Die geplanten Änderungen hätten  auch Auswirkungen auf die Jobvermittlung durch das AMS.  Völlig offen ist  etwa, ob die EU-Pendler   auch  Schulungen besuchen oder zumutbare Jobs annehmen müssen.

„Den Feinschliff“ bei der künftigen Regelung vermisst die SPÖ-Delegationsleiterin im EU-Parlament, Evelyn Regner: „Wenn die Behörden des Wohnsitzstaates nicht mehr für die Sozialleistungen aufkommen, erschwert das die Vermittlung für die Arbeitssuchenden. Eine solche Regelung würde das österreichische AMS sehr viel Geld kosten, da wir etwa im Burgenland viele ungarische Grenzgänger haben. Die Behörde, die zahlt, soll auch für die Betreuung von Arbeitslosen zuständig sein.“ Die grüne EU-Abgeordnete Monika Vana sieht wiederum „in der Wahlfreiheit für den arbeitslosen Grenzgänger eine sehr gute Lösung“.

Die Befürworter

Größte Befürworter der neuen Regelung sind Frankreich, Polen und Ungarn. Luxemburg wehrt sich hingegen heftig: 45 Prozent der Arbeitnehmer im Großherzogtum sind Grenzgänger. Auch die Schweiz , die 320.000 Pendler zählt, darunter viele Vorarlberger, ist strikt dagegen.
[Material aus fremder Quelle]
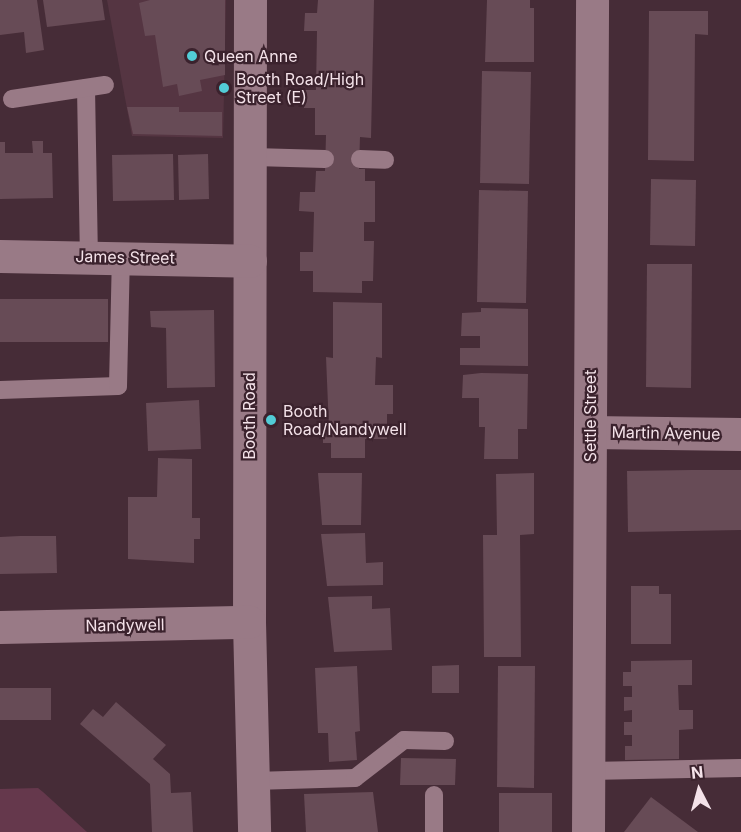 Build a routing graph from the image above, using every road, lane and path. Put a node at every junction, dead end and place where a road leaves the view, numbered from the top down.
1 (250, 0) edge
2 (592, 0) edge
3 (105, 85) dead end
4 (86, 88) junction
5 (12, 99) dead end
6 (250, 157) junction
7 (325, 159) dead end
8 (360, 159) dead end
9 (385, 160) dead end
10 (89, 255) junction
11 (0, 256) edge
12 (121, 256) junction
13 (250, 261) junction
14 (0, 390) edge
15 (590, 432) junction
16 (741, 434) edge
17 (249, 622) junction
18 (0, 627) edge
19 (445, 741) dead end
20 (741, 768) edge
21 (589, 771) junction
22 (253, 781) junction
23 (434, 795) dead end
24 (254, 832) edge
25 (434, 832) edge
26 (588, 832) edge

1 - 6 street, Booth Road
2 - 15 street, Settle Street
3 - 4 lane
4 - 5 lane
4 - 10 lane
6 - 7 lane
6 - 13 street, Booth Road
8 - 9 lane
10 - 11 street, James Street
10 - 12 street, James Street
12 - 13 street, James Street
12 - 14 lane
13 - 17 street, Booth Road
15 - 16 street, Martin Avenue
15 - 21 street, Settle Street
17 - 18 street, Nandywell
17 - 22 street, Booth Road
19 - 22 lane
20 - 21 lane
21 - 26 street, Settle Street
22 - 24 street, Booth Road
23 - 25 lane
Die geplante Neuregelung sieht einen Anspruch auf Arbeitslosengeld bereits nach drei Monaten Beschäftigung vor. In welcher Höhe ist völlig offen. Bis die Vorlage wirksam wird, kann es noch bis 2021 dauern: Das Parlament muss nun einen Kompromiss mit den EU-Regierungen finden.
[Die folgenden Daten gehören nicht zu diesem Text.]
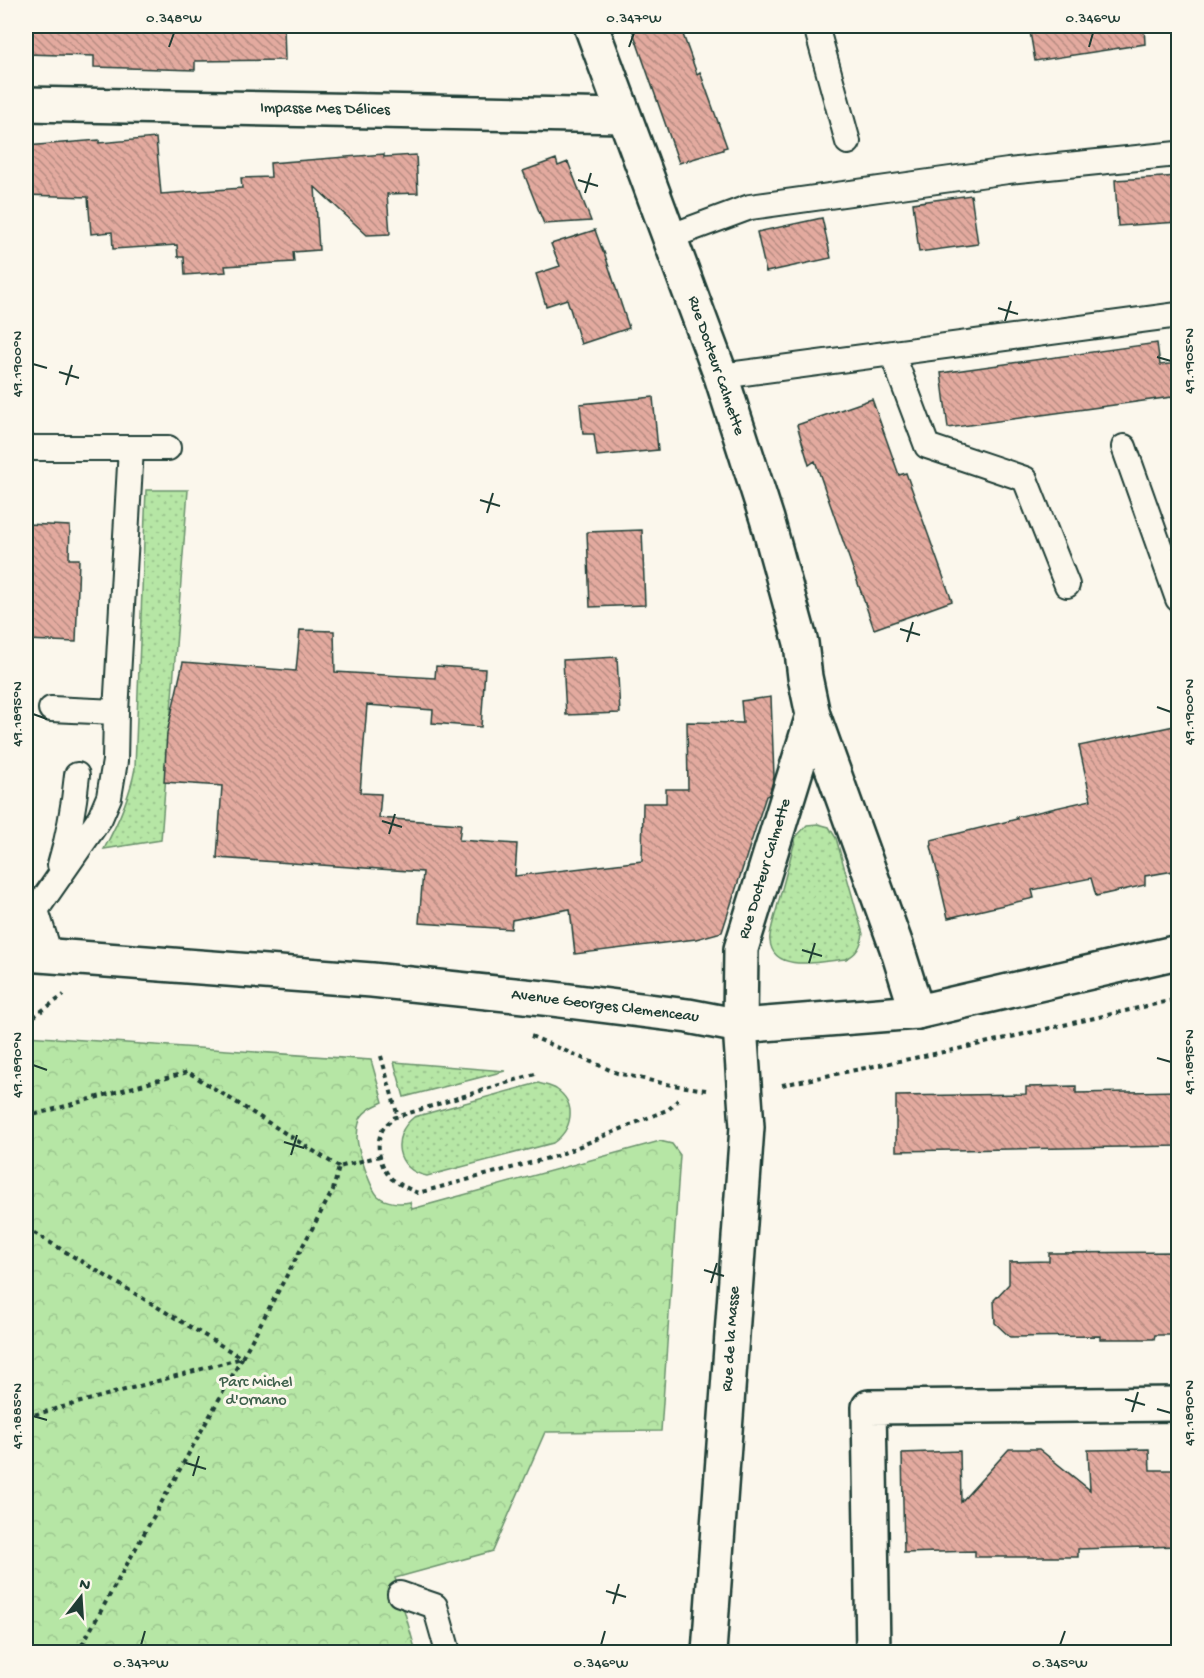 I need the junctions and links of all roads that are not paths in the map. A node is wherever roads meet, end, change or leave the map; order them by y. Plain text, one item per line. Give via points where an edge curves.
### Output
1 (591, 26) edge
2 (816, 26) edge
3 (26, 104) edge
4 (624, 116) junction
5 (848, 142) dead end
6 (1177, 154) edge
7 (669, 237) junction
8 (1179, 315) edge
9 (892, 354) junction
10 (721, 376) junction
11 (1124, 447) dead end
12 (26, 448) edge
13 (131, 448) junction
14 (168, 448) dead end
15 (1067, 585) dead end
16 (1179, 600) edge
17 (51, 709) dead end
18 (116, 712) junction
19 (813, 714) junction
20 (77, 775) dead end
21 (55, 881) junction
22 (31, 904) edge
23 (1179, 952) edge
24 (38, 954) edge
25 (917, 1011) junction
26 (740, 1026) junction
27 (1179, 1404) edge
28 (400, 1594) dead end
29 (448, 1653) edge
30 (709, 1653) edge
31 (873, 1653) edge

1 - 4 street, Rue Docteur Calmette
2 - 5 lane
3 - 4 street, Impasse Mes Délices
4 - 7 street, Rue Docteur Calmette
6 - 7 lane via 1008,171 750,207
7 - 10 street, Rue Docteur Calmette
8 - 9 lane
9 - 10 lane
9 - 15 lane via 927,446 1025,479
10 - 19 street, Rue Docteur Calmette via 767,519 801,643
11 - 16 lane
12 - 13 lane
13 - 14 lane
13 - 18 lane
17 - 18 lane
18 - 21 lane via 115,761 109,797 100,818
19 - 25 street, Rue Docteur Calmette
19 - 26 street, Rue Docteur Calmette via 741,949
20 - 21 lane via 68,838
21 - 22 lane
22 - 24 lane
23 - 25 street, Avenue Georges Clemenceau
24 - 26 street, Avenue Georges Clemenceau via 383,981 688,1016
25 - 26 street, Avenue Georges Clemenceau
26 - 30 street, Rue de la Masse via 747,1127
27 - 31 street via 869,1407
28 - 29 lane via 435,1606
-------------------------------------

Die derzeitige Grenzgängerregelung

Grenzgänger
Grenzgänger sind Personen, die in Österreich arbeiten und im EU-Ausland ihren Hauptwohnsitz und Lebensmittelpunkt haben, sprich: täglich oder mindestens einmal in der Woche nach Hause fahren.    Werden sie arbeitslos, gilt das Wohnsitzprinzip.  

Aktuelle Regelung
Laut EU-Verordnung werden dem anderen EU-Staat für die Grenzgänger, die arbeitslos werden, im Regelfall drei Monate    (Ausnahme bis zu 5) Arbeitslosengeld bezahlt.

Grenzgängerbilanz 2017
Laut AMS wurden 2017 insgesamt 17 Mio. Euro an 4141 arbeitslose EU-Ausländer, die zuvor mind. 3 Monate in Österreich  gearbeitet haben, ausbezahlt. Demgegenüber standen 22,5 Mio. Euro, die andere Länder für 2406 arbeitslose Österreicher, die zuvor in ihrem Land (Schweiz, Deutschland) arbeiteten,  überwiesen.